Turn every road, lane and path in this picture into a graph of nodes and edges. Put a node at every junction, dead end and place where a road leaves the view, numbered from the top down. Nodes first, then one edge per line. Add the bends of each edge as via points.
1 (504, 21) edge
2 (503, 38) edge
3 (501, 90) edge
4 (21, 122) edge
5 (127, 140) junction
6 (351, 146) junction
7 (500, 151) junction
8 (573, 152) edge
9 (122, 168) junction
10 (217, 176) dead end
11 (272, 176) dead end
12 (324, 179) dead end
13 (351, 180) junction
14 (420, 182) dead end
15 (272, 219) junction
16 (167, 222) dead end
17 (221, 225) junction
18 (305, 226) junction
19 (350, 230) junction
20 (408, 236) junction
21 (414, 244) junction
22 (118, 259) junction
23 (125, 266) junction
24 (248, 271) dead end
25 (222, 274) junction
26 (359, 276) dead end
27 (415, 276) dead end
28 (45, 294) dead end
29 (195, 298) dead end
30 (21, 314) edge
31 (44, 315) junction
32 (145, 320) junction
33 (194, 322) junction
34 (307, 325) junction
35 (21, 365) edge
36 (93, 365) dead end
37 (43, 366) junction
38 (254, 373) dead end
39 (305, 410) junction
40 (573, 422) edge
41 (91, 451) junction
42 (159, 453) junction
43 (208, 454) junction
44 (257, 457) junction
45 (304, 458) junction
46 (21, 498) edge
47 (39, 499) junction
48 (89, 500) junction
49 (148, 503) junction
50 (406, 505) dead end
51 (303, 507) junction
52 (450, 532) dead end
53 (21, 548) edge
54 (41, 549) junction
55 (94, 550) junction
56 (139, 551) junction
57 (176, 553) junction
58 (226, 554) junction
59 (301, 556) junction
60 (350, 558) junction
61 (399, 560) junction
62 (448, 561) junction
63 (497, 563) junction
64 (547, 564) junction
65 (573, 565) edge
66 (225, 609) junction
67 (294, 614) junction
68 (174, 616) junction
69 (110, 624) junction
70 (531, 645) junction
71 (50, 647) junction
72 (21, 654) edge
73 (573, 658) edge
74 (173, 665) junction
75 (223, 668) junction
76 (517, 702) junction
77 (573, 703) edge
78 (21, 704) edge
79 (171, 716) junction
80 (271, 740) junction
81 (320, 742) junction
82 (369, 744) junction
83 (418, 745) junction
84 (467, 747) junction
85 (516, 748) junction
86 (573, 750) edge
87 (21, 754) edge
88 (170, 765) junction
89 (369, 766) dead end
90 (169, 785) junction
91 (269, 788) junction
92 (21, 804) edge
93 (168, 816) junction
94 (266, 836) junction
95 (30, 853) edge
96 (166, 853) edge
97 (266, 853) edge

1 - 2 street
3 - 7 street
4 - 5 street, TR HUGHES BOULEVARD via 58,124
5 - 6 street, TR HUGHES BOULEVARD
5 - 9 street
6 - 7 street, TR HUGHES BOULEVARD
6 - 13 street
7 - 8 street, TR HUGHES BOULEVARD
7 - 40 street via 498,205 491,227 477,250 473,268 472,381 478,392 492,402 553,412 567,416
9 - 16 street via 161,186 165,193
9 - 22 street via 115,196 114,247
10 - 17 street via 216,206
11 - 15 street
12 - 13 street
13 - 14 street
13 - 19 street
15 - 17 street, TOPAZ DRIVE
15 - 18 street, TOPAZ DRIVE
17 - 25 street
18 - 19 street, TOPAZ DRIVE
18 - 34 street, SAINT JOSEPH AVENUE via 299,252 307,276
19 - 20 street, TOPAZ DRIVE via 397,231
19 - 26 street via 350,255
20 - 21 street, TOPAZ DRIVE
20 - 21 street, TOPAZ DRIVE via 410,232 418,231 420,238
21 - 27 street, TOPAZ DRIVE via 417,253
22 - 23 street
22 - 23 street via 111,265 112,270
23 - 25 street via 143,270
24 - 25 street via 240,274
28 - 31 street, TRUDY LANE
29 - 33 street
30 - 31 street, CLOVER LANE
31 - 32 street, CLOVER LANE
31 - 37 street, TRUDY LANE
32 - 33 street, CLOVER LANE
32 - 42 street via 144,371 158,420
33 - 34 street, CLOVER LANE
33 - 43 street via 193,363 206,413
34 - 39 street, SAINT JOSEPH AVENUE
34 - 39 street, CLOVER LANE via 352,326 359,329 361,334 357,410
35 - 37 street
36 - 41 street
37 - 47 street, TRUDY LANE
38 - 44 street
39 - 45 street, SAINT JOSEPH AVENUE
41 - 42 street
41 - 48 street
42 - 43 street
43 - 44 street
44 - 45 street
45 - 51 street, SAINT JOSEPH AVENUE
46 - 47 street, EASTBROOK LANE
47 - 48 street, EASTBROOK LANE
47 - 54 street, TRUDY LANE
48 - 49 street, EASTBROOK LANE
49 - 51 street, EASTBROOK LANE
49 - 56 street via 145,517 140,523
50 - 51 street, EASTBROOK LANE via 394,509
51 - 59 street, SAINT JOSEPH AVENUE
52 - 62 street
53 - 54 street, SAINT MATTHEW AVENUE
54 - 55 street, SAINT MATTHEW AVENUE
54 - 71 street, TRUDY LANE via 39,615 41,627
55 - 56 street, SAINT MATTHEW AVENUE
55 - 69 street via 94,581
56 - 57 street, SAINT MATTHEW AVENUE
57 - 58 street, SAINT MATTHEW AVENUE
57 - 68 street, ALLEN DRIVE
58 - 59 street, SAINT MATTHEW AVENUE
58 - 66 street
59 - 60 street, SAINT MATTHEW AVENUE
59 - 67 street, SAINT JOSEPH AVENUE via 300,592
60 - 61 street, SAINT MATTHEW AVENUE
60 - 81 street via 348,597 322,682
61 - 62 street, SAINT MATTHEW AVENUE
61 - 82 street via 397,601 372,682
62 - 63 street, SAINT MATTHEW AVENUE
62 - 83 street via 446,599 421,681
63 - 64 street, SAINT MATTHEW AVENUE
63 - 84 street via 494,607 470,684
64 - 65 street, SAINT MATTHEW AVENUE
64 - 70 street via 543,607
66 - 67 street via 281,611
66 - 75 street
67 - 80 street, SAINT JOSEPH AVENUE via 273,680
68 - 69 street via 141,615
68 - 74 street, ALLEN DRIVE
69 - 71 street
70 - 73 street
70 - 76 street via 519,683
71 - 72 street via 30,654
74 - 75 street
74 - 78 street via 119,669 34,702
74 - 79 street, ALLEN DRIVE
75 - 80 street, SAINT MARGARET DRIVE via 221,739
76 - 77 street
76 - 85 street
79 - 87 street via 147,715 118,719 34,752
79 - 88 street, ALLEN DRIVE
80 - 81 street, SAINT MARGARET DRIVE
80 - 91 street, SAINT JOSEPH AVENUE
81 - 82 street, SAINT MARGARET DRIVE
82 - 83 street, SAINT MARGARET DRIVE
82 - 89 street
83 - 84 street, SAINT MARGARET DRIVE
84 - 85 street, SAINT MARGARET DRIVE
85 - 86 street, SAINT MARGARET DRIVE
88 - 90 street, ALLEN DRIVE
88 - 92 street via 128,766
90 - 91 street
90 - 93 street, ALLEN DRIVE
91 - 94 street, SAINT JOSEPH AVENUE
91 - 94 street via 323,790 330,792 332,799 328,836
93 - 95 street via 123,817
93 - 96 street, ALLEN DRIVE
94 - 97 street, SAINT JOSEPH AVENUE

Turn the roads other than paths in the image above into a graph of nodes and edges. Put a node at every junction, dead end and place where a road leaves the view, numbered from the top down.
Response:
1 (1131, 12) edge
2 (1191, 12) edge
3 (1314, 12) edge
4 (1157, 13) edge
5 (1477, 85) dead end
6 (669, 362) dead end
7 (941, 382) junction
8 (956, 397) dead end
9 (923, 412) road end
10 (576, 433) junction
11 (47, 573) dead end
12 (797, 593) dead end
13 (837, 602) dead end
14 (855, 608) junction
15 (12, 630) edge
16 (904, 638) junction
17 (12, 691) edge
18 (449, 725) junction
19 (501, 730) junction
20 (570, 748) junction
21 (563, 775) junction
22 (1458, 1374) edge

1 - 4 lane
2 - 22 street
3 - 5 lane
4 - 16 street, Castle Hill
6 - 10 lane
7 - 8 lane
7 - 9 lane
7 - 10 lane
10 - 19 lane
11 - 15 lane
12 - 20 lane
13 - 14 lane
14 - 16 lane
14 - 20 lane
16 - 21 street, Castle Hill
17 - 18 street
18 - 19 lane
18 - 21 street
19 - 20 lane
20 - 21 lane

**WHAT THE TASK ASKS:**
Throughout the material above, find lines holding the word "TRUDY", then copy them.

**OUTPUT BELOW:**
28 - 31 street, TRUDY LANE
31 - 37 street, TRUDY LANE
37 - 47 street, TRUDY LANE
47 - 54 street, TRUDY LANE
54 - 71 street, TRUDY LANE via 39,615 41,627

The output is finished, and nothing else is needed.